Guess what, boys? It’s gonna rain during the British Open and the rough at Royal Lytham will only get rougher.

Boo-frickin’-hoo is what Royal & Ancient chief executive Peter Dawson may have wanted to tell Tiger Woods, Darren Clarke, and some other British Open players who complained that the rough at Royal Lytham & St Annes seemed a tad on the brutish side.

Instead, Dawson told The Guardian that sometimes it rains in England in the summertime.

“The rough is up but the course is reasonably generous on width and most of the players seem happy with it, at least those I have spoken to, maybe 20 or so,” Dawson said. “It’s nature. We are not starting bailing rough on seaside courses. It grows in the month before the championship. Some years we have a dry summer [and] you get wispy rough; in wetter warmish conditions you get thick rough and a softer course. We don’t cut the rough other than the first and second cut.”

Dawson was compelled to defend conditions at Royal Lytham after British tabloids made mincemeat of Woods’ comments about the difficulty of hitting from the area off the fairways at the site of this week’s Open. While the Daily Mail and The Mirror accused Woods of calling the course “unplayable,” what the three-time Open Championship winner actually said was somewhat less blasphemous.

“Oh my God,” he told reporters after a Sunday practice round, “it’s just that you can’t get out of it. The bottom six inches is so lush. The wispy stuff, we’ve always faced that at every British Open. But that bottom six inches, in some places it’s almost unplayable. I’ve never seen the rough this high or thick and dense.”

Woods was not alone in his concerns. Defending champ Darren Clarke and Ian Poulter also went on the record about the shape of the deep stuff.

“There are a few patches out there where it’s just absolutely brutal. If you start spraying the ball around this week you might as well go home,” Clarke told reporters. “It’s a big challenge. There’s a really huge premium on accuracy this week. There are a few places you could lose your ball, even with spotters and everything. And even if they do find the balls in some of those areas I don’t know if you’ll be able to take a full swing and move it.”

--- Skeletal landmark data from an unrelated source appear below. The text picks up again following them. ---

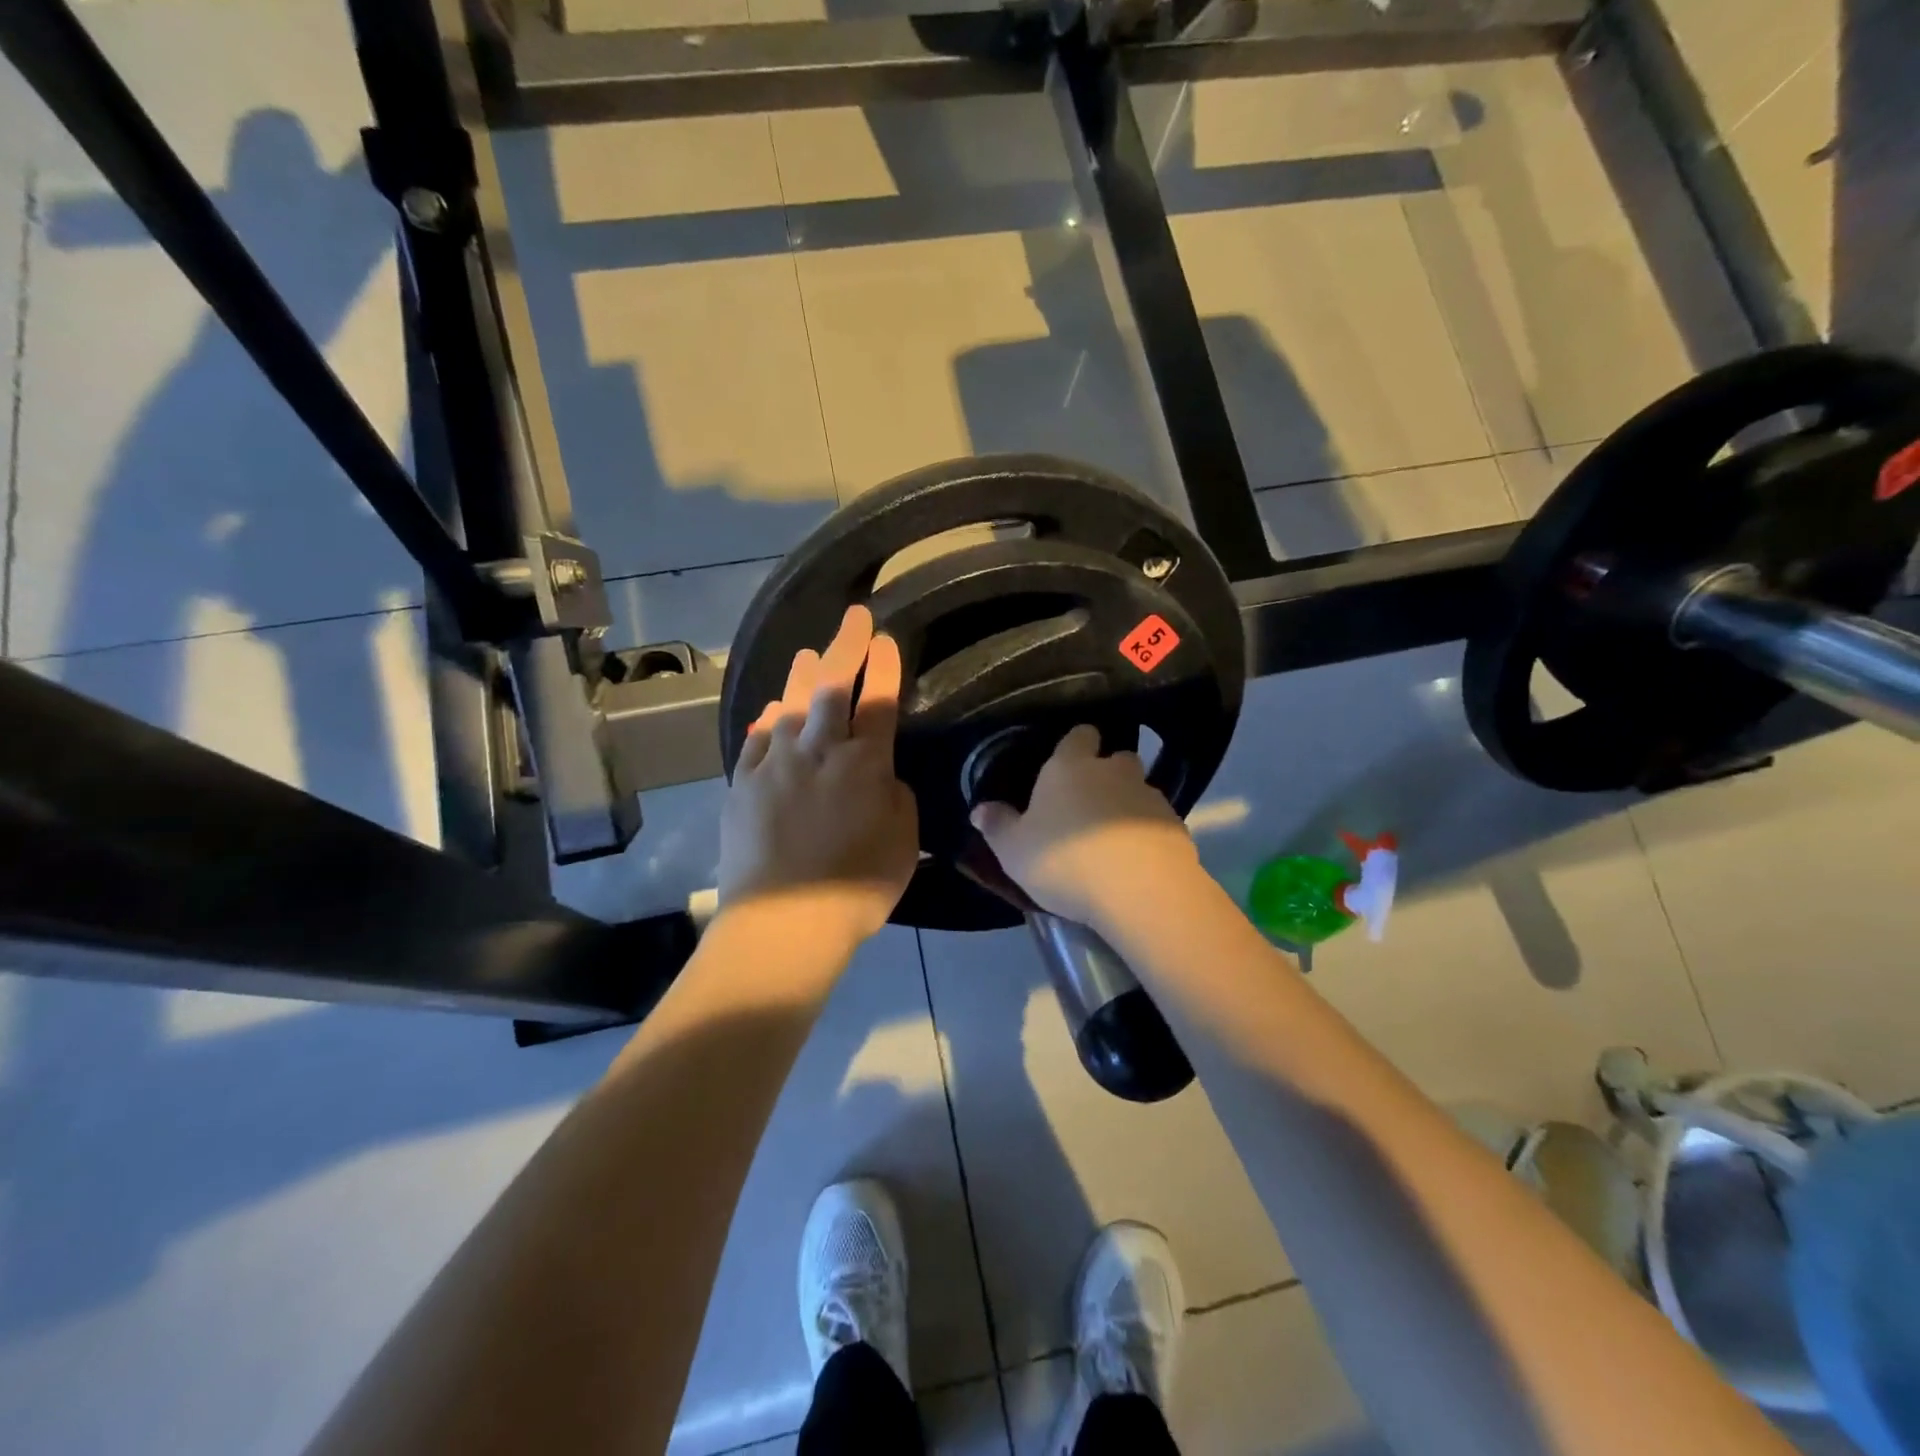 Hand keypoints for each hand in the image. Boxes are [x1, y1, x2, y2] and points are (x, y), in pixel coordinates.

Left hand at [718, 606, 919, 947]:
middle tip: (853, 618)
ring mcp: (775, 764)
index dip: (884, 666)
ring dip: (804, 675)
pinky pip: (758, 738)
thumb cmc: (855, 886)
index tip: (887, 639)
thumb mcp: (903, 842)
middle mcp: (818, 750)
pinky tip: (774, 711)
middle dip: (845, 647)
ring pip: (790, 704)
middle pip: (832, 687)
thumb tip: (880, 775)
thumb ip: (896, 797)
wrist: (784, 921)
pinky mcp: (742, 783)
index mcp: (864, 763)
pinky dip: (769, 719)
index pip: (878, 701)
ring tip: (810, 654)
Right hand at [969, 724, 1200, 929]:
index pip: (1079, 735)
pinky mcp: (1177, 826)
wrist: (1141, 891)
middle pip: (1116, 758)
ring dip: (1128, 805)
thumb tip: (979, 808)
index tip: (1066, 763)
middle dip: (1106, 773)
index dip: (1075, 745)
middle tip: (1088, 803)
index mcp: (1070, 767)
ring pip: (1139, 789)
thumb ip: (997, 826)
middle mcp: (1113, 771)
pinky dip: (1147, 833)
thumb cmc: (1065, 861)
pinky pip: (1157, 822)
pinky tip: (1136, 860)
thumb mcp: (1014, 850)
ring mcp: (1150, 796)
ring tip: (1113, 838)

Poulter went so far as to claim he witnessed workers on Monday further soaking the already soggy roughage.

“When I was out there at 4: 50 a.m. this morning I did see them watering the rough,” The Guardian quoted Poulter as saying. “I can’t even remember on what hole but I was scratching the top of my head thinking‚ ‘Wow.’”

With The Guardian noting that this has been “the wettest British summer in living memory,” and with rain in some form expected through Friday, Dawson hoped to dispel worries about the upcoming golf tourney. He noted, however, that flooding could be an issue.

”We have rain, a wet week but we will cope with it,” he said. “I am not sitting here saying we are not going to have a problem. We might. The issue is the water table is very high.”

Apparently not as high, however, as the rough, according to Messrs. Woods, Clarke, and Poulter.